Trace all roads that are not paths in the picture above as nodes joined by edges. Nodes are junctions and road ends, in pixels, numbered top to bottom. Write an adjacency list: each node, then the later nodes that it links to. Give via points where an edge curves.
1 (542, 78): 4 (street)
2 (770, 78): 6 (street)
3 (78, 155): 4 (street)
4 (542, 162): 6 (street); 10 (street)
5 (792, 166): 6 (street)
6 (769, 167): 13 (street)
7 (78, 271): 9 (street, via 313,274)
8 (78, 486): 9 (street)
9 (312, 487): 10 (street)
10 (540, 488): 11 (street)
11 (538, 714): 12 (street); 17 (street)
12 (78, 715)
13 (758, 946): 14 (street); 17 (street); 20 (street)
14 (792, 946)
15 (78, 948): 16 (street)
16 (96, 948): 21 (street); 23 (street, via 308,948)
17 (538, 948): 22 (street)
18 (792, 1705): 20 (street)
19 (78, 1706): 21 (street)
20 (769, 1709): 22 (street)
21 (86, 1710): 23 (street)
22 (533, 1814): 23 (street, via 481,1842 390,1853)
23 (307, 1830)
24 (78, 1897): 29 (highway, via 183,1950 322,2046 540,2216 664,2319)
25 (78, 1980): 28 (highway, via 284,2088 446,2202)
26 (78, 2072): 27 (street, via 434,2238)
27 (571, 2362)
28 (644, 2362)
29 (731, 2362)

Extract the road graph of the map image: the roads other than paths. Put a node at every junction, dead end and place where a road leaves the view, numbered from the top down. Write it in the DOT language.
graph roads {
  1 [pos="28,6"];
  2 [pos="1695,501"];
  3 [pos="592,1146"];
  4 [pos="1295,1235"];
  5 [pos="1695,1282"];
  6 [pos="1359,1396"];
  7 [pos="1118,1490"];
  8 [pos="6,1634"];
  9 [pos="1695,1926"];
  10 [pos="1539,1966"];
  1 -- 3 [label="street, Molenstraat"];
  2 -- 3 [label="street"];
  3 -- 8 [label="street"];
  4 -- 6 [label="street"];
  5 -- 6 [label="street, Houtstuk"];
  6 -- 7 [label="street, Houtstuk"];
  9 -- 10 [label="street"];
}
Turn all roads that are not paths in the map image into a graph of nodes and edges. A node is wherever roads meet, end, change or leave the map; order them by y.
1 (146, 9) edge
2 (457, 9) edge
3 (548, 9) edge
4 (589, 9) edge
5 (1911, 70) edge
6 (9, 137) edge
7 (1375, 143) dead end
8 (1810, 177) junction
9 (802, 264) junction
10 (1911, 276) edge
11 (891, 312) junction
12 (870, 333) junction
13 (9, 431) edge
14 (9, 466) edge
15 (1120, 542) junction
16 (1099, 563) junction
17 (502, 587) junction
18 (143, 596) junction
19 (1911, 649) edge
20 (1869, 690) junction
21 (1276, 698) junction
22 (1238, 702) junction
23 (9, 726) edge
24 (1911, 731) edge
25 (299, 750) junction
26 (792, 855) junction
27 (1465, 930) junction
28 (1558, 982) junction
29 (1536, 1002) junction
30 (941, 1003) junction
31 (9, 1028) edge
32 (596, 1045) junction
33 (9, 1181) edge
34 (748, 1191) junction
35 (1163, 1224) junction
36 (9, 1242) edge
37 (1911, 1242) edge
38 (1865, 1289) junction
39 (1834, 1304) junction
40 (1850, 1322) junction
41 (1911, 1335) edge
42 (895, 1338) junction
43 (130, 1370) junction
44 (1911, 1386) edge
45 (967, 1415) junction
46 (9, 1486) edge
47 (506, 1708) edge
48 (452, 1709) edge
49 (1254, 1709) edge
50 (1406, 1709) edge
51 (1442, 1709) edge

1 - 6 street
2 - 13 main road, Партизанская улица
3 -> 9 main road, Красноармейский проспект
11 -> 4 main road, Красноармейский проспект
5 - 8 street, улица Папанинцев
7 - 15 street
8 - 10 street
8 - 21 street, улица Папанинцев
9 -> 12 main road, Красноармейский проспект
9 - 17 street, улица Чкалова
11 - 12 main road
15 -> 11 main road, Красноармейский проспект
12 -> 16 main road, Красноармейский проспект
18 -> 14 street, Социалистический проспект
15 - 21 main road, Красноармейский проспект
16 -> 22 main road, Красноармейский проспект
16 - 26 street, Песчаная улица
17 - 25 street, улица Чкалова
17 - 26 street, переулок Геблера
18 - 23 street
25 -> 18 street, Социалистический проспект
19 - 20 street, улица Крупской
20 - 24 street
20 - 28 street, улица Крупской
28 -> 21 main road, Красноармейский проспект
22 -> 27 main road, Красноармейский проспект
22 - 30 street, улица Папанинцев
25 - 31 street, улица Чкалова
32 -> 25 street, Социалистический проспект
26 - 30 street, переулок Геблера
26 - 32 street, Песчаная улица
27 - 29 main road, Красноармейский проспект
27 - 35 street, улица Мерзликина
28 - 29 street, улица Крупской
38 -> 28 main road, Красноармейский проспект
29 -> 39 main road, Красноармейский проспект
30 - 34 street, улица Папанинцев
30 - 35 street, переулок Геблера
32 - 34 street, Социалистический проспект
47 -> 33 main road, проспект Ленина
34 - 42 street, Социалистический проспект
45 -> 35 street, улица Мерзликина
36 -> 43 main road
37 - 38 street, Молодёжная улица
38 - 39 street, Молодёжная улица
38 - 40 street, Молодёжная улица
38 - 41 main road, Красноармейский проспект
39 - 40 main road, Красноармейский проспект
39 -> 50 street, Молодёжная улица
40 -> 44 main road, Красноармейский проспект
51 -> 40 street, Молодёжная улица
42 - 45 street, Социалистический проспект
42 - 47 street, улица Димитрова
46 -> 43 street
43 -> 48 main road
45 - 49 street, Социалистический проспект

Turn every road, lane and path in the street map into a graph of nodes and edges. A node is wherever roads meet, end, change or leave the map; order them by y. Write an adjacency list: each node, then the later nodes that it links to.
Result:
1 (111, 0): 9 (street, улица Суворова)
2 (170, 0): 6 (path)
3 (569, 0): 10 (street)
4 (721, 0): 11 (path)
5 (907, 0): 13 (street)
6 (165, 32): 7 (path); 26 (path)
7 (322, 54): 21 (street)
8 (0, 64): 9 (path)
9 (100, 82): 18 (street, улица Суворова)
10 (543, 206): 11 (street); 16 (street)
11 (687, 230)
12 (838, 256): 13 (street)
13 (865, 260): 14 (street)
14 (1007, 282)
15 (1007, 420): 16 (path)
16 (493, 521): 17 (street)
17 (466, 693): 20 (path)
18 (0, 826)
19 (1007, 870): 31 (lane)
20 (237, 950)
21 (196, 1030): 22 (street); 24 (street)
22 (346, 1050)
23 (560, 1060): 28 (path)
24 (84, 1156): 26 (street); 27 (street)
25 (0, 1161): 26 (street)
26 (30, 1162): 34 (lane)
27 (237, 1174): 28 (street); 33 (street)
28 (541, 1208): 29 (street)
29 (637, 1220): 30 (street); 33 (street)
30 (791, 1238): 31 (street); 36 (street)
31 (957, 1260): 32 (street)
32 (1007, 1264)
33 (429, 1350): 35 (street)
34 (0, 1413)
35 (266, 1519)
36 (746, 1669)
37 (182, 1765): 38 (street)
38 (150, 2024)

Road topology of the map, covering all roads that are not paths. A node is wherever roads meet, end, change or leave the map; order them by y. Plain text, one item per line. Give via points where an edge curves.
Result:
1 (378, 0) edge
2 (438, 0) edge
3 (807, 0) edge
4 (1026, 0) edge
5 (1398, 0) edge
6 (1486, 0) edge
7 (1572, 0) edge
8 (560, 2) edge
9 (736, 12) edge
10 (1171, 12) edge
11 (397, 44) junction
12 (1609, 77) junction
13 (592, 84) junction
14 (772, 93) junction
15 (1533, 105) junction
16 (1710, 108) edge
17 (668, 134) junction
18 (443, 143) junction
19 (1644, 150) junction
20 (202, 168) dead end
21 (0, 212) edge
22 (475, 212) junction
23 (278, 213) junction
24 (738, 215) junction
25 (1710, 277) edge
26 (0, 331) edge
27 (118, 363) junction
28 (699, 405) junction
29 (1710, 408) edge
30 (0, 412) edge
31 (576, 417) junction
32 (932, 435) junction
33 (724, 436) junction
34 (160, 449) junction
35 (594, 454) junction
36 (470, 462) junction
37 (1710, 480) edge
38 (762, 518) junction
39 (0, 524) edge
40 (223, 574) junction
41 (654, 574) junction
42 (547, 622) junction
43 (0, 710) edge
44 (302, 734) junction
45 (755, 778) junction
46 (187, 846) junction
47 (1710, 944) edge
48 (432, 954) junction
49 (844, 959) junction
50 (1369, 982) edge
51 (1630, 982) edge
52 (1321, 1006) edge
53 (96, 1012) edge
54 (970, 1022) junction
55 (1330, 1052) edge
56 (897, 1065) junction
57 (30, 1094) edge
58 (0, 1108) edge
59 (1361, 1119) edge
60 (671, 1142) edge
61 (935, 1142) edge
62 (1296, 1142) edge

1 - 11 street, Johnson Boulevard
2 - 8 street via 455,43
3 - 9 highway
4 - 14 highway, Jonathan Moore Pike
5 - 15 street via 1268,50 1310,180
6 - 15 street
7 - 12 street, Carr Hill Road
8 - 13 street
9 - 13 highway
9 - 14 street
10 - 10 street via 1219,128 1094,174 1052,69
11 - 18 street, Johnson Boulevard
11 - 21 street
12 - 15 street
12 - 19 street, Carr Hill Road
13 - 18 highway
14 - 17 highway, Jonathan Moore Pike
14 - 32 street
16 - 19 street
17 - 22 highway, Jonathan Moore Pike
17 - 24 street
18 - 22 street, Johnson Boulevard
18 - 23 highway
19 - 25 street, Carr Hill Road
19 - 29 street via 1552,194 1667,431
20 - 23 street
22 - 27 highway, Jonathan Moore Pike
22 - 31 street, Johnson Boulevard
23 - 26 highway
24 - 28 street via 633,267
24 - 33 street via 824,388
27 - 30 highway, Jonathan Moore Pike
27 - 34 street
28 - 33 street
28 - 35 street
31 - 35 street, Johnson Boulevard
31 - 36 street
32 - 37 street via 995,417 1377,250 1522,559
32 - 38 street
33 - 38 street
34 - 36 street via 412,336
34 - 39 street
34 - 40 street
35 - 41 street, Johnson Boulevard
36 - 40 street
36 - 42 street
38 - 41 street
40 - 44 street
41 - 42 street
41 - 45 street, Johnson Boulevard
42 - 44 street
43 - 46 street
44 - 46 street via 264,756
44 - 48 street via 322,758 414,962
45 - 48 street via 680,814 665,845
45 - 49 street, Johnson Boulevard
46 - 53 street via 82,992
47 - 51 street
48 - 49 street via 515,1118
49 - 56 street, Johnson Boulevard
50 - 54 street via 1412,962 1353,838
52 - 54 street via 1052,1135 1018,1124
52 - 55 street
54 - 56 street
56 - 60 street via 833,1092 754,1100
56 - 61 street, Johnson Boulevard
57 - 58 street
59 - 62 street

▶ What the task asks
Look over the entries for "Крупской", then copy every line that includes that string.

▶ Solution to this problem
19 - 20 street, улица Крупской
20 - 28 street, улица Крупской
28 - 29 street, улица Крупской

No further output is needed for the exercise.